Es war einmal ein Guru, der mit seinen Schülern in einem indischen Aschram lebte. Im ganzen Land wurden seine Weisheit und Einsicht gerühmt. Täglich bei Sonnenuntergang versammelte er seine Anhänger und sprach zu ihnen. Eines Tages tauchte im Aschram eine schöne Katze auf, die dem Guru auf Schritt und Tritt folgte. Auch während der Ansprache des Gurus war sie dabei und spazierte gerne zwischen den Jüngern umher. Niemand hatte etwas gegen die Katze, allerdings hielt sie die Schüler davon ab, sich auf die Worte des Meisters zu konzentrieren.

Damit sie nicht jedes Mal die Unterweisung störte, beschloss der Meister also, die Katze immer fünf Minuten vor Beginn der Rede wegzusperren. So wurde es auch gehalten, das Problem war gelöst und es kehrte wieder Ruhe ein im Aschram.

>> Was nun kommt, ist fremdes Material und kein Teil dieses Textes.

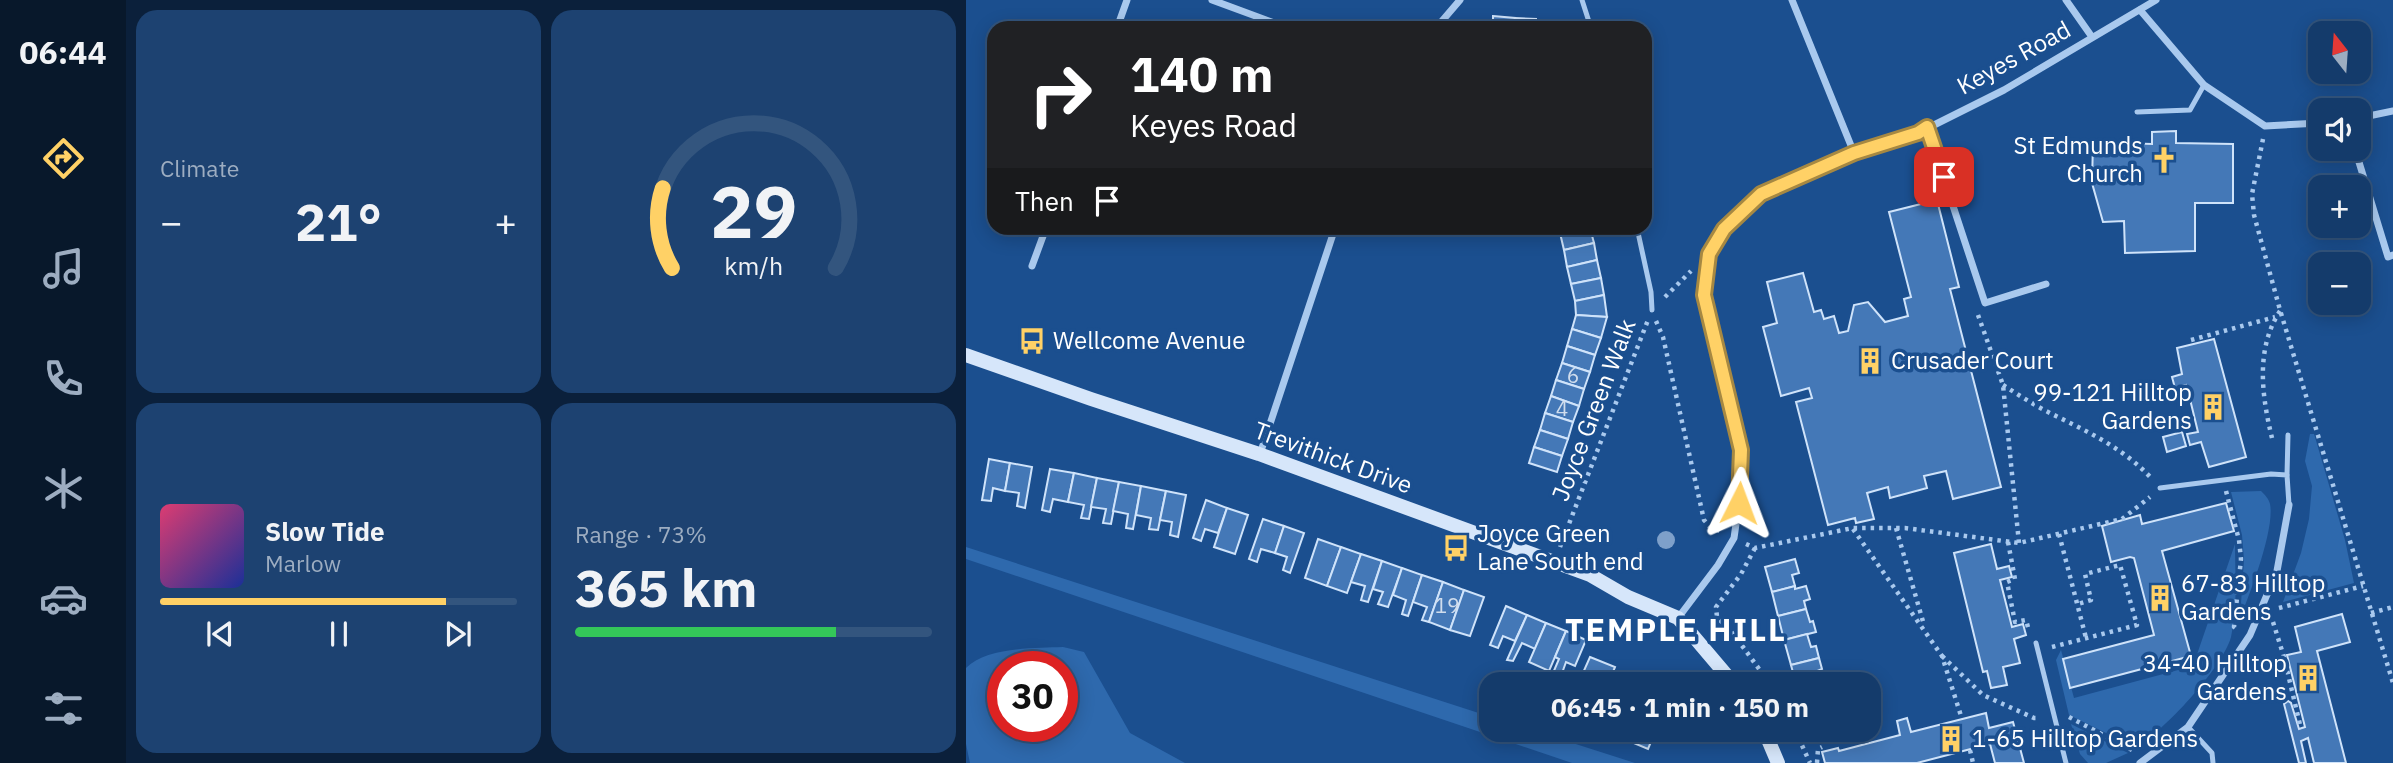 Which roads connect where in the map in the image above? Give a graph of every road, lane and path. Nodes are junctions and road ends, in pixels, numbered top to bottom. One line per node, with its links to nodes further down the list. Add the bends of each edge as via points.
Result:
1 (1126, 0): 9 (street)
2 (1212, 0): 10 (street)
3 (1460, 0): 11 (street)
4 (1582, 0): 12 (lane)
5 (1793, 0): 21 (street)
6 (2066, 0): 13 (street)
7 (2156, 0): 8 (street, Keyes Road)
8 (2140, 10): 13 (street, Keyes Road); 14 (street)
9 (1118, 21)
10 (1268, 21)
11 (1442, 21)
12 (1589, 21)
13 (2092, 37): 20 (street, Keyes Road, via 2004,90)
14 (2204, 85): 16 (lane, via 2190,110); 19 (street)
15 (2393, 111): 17 (street)
16 (2137, 112)
17 (2371, 116)
18 (2308, 124): 19 (street)
19 (2265, 126): 32 (path, via 2252,194)
20 (1927, 127): 21 (street, Keyes Road); 29 (street, via 1985,303)
21 (1854, 153): 26 (street, Keyes Road, via 1761,194 1724,229)
22 (2359, 161): 27 (street, via 2388,257)
23 (1043, 235): 28 (street)
24 (1333, 235): 38 (street)
25 (1639, 235): 31 (lane, Joyce Green Walk)
26 (1709, 254): 31 (path); 47 (street, Keyes Road, via 1704,295 1741,450)
27 (2393, 255)
28 (1032, 266)
29 (2046, 285)
30 (1976, 308): 36 (path)
31 (1651, 310): 47 (path, via 1663,337 1704,520); 50 (path, Joyce Green Walk)
32 (2280, 310): 33 (path); 51 (path)
33 (2276, 317): 34 (path); 39 (path, via 2264,366 2263,401 2274,443)
34 (2191, 340)
35 (966, 355): 38 (street, Trevithick Drive)
36 (2003, 385): 42 (path, via 2137,463); 49 (path)
37 (2288, 435): 40 (lane)
38 (1259, 454): 50 (street, Trevithick Drive)
39 (2271, 474): 40 (lane); 41 (lane)
40 (2287, 475): 43 (lane)
41 (2223, 480): 42 (lane); 59 (path, via 2241,559 2234,627)
42 (2161, 488): 46 (path, via 2122,519)
43 (2289, 505): 59 (street, via 2277,571)
44 (1853, 528): 45 (path); 58 (path); 65 (path, via 1755,548 1716,607 1717,617)
45 (1896, 528): 48 (path); 58 (path)
46 (2059, 534): 49 (path); 52 (path)
47 (1734, 538): 56 (street, Keyes Road)
48 (2008, 542): 49 (path); 62 (path, via 2015,579 2007,582 2015,622 2026,620)
49 (2019, 543)
50 (1554, 561): 56 (street, Trevithick Drive)
51 (2362, 586): 54 (path); 55 (path)
52 (2078, 604): 60 (path); 60 (path, via 2091,600 2085,574 2120,565 2137,625)
53 (2393, 607): 55 (path)
54 (2277, 608)
55 (2371, 614): 66 (path)
56 (1678, 618): 64 (street)
57 (2272, 620): 70 (path)
58 (1925, 629): 63 (path)
59 (2250, 635): 69 (street)
60 (2087, 638): 61 (path, via 2049,648)
61 (2048, 640)
62 (2033, 641): 67 (lane)
63 (1942, 656): 67 (path, via 1983,695 2035,718); 68 (path)
64 (1724, 672)
65 (1761, 672)
66 (2393, 683)
67 (2056, 718): 79 (lane); 80 (path, via 2065,715 2132,749)
68 (1962, 719)
69 (2188, 727): 80 (street); 81 (lane, via 2212,753)
70 (2301, 729)
71 (1769, 742): 75 (street)
72 (1801, 742): 74 (path)
73 (1970, 750): 78 (path)
74 (1806, 752): 76 (path); 77 (path, via 1820,748)
75 (1778, 763)
76 (1810, 763)
77 (1816, 763)
78 (1973, 763)
79 (2066, 763)
80 (2140, 763)
81 (2213, 763)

Die Jahre vergingen, und irgendwann starb der Guru. Der älteste und begabteste seiner Schüler übernahm die Rolle des geistigen Oberhaupts. Fünf Minuten vor seiner ersten Ansprache befahl er, wie gewohnt die Katze einzusperren. Doch die war nicht zu finden. Geschlagene zwanzig Minuten brauchten seine Gefolgsleute, um die Katze überhaupt zu finden und sie in ihren Käfig zu befördern. Jeden Abend musste nun erst die Katze aufgespürt werden, bevor man sie der Tradition nach einschließen konnte. Die Jahre vergingen, und irgendwann starb auch die Katze. Da ordnete der neue Guru an, eine neue Katze zu erwerben, um sie immer fünf Minuten vor der Unterweisung einsperren zu können.